People around the world are thrilled by the ease and convenience of their smartphones and Internet services, but they aren’t willing to trade their privacy to get more of it.
That is the top-line finding of a new study of 15,000 consumers in 15 countries…The study, conducted by Edelman Berland, a market research firm, and sponsored by EMC, the data storage giant, has some other intriguing results with implications for business. Consumers worldwide seem to strongly agree with the notion that there should be laws “to prohibit businesses from buying an selling data without my opt-in consent” — 87 percent.
When asked to name the leading threats to online privacy in the future, 51 percent of the global panel of consumers picked “businesses using, trading or selling my personal data for financial gain without my knowledge or benefit.” That was well ahead of the 35 percent who selected “lone/crazy hackers, hacker groups or anarchist types.” The prying eyes of government — “my government spying on me” — was cited as a serious privacy threat by only 21 percent, even in the wake of the Edward Snowden leaks that showed the sweeping surveillance programs of American and British intelligence agencies.
It is worth noting that among countries surveyed, those with a higher standard of living where generally less willing to trade privacy for “convenience”. In countries where people are less well off, they are more willing to trade some of their privacy for conveniences (saving time / money)–lending credence to the idea that privacy is, to a certain extent, a luxury.
In the aftermath of the Snowden leaks, it is a bit surprising to see people around the globe so much more concerned with businesses selling their data (51%) than government “spying” (21%).
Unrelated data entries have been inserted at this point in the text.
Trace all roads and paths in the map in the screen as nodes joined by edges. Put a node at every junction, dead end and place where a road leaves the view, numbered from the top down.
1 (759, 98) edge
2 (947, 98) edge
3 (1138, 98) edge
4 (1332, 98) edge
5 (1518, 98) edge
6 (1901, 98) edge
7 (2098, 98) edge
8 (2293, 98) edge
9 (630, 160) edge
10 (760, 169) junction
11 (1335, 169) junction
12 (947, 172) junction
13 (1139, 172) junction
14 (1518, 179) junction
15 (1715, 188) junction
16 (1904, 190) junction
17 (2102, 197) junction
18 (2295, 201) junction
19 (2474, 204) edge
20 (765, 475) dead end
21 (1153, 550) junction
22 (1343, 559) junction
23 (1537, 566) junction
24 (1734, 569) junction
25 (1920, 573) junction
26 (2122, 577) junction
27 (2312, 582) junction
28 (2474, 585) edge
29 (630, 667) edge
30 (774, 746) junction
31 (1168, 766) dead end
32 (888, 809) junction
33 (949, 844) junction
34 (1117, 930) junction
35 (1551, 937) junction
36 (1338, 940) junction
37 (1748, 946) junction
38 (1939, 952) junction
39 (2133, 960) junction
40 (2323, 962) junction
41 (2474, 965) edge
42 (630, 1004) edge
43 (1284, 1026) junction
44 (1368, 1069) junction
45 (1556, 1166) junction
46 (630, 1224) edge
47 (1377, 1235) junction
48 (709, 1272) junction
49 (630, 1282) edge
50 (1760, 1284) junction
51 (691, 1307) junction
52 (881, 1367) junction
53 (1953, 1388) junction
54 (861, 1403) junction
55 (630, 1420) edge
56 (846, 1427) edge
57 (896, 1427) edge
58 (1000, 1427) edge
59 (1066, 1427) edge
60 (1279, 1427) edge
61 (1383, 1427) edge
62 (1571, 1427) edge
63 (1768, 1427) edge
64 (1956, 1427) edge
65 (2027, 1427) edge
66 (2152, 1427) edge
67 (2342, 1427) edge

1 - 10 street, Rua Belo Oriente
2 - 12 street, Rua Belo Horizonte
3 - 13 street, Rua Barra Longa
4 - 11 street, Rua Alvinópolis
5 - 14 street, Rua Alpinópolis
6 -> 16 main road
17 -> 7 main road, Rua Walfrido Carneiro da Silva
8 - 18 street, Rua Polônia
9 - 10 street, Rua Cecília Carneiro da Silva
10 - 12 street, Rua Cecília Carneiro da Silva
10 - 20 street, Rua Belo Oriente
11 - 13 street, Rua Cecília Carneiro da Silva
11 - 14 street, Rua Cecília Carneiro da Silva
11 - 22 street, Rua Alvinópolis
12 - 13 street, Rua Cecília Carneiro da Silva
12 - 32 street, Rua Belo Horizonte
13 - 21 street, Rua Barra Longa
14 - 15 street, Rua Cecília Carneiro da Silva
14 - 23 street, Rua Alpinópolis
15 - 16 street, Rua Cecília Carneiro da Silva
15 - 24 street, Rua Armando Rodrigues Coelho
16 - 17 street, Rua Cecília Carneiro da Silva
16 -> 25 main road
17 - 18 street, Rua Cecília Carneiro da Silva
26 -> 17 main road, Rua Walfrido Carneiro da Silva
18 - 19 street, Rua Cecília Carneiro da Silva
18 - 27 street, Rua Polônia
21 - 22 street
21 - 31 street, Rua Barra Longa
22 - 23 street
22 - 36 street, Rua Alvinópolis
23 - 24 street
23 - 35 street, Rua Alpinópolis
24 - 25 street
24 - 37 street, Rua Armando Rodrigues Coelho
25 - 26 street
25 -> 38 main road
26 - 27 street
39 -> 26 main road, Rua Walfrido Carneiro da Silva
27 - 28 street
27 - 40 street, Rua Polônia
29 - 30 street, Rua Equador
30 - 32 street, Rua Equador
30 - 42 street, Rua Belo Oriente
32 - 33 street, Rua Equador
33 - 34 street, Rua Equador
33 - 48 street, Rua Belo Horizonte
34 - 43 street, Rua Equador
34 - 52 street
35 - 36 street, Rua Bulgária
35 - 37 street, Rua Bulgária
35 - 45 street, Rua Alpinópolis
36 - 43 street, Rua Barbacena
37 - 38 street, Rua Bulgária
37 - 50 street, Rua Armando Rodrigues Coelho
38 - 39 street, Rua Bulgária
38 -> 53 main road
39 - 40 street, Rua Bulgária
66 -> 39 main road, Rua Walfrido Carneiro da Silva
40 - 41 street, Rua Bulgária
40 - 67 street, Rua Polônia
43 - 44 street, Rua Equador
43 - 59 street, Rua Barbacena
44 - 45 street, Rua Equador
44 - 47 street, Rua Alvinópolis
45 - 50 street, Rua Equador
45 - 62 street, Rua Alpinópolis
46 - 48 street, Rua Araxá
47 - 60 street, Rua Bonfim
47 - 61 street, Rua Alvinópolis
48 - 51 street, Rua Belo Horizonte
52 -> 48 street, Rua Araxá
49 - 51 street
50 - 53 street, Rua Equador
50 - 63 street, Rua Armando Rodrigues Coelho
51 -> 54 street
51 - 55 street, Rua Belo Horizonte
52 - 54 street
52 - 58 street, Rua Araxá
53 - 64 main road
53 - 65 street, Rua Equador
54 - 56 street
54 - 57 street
I have maintained that I do not believe government “spying” is a serious threat to personal privacy, (so long as the government in question is an accountable, transparent, and democratic government) and it seems that most people around the world generally agree that private businesses trading our information is a greater threat to privacy than government surveillance.
There is also a qualitative difference between private data collection and government surveillance. Private companies trade data for money, while the government collects information for security reasons. The government is directly accountable to people and is supposed to have societies best interests at heart, as opposed private businesses, which are accountable to markets and are motivated by profit maximization.
Despite outrage drummed up by civil rights and privacy activists, people seem to understand the different functions of these two forms of data collection. According to respondents, people were most willing to trade privacy for “being protected from terrorist and/or criminal activity” (54%) than any other reason offered (the next highest answer, for comparison, was a tie between better access to information / knowledge and easier access to healthcare information, at 45%).
There are notable limitations to determining global preferences from a 15,000 person sample that covers only 15 countries. However, the surveys results do suggest that globally people are not as concerned with government spying as one may expect.
Perhaps as governments such as the U.S. have become more willing to engage in public discourse about surveillance and offer reforms, people have had their fears assuaged. Or perhaps people, not seeing government surveillance negatively affecting their lives, are willing to trust their government in the name of security and crime prevention (especially governments that have earned that trust through a history of good governance).
I get annoying telemarketers, spam emails, and advertisement text messages from companies that have bought my personal information on a daily basis. Private companies are much more willing to use (and therefore likely to abuse) personal data. Furthermore, the conveniences this information supplies are extremely trivial when compared with security / crime protection.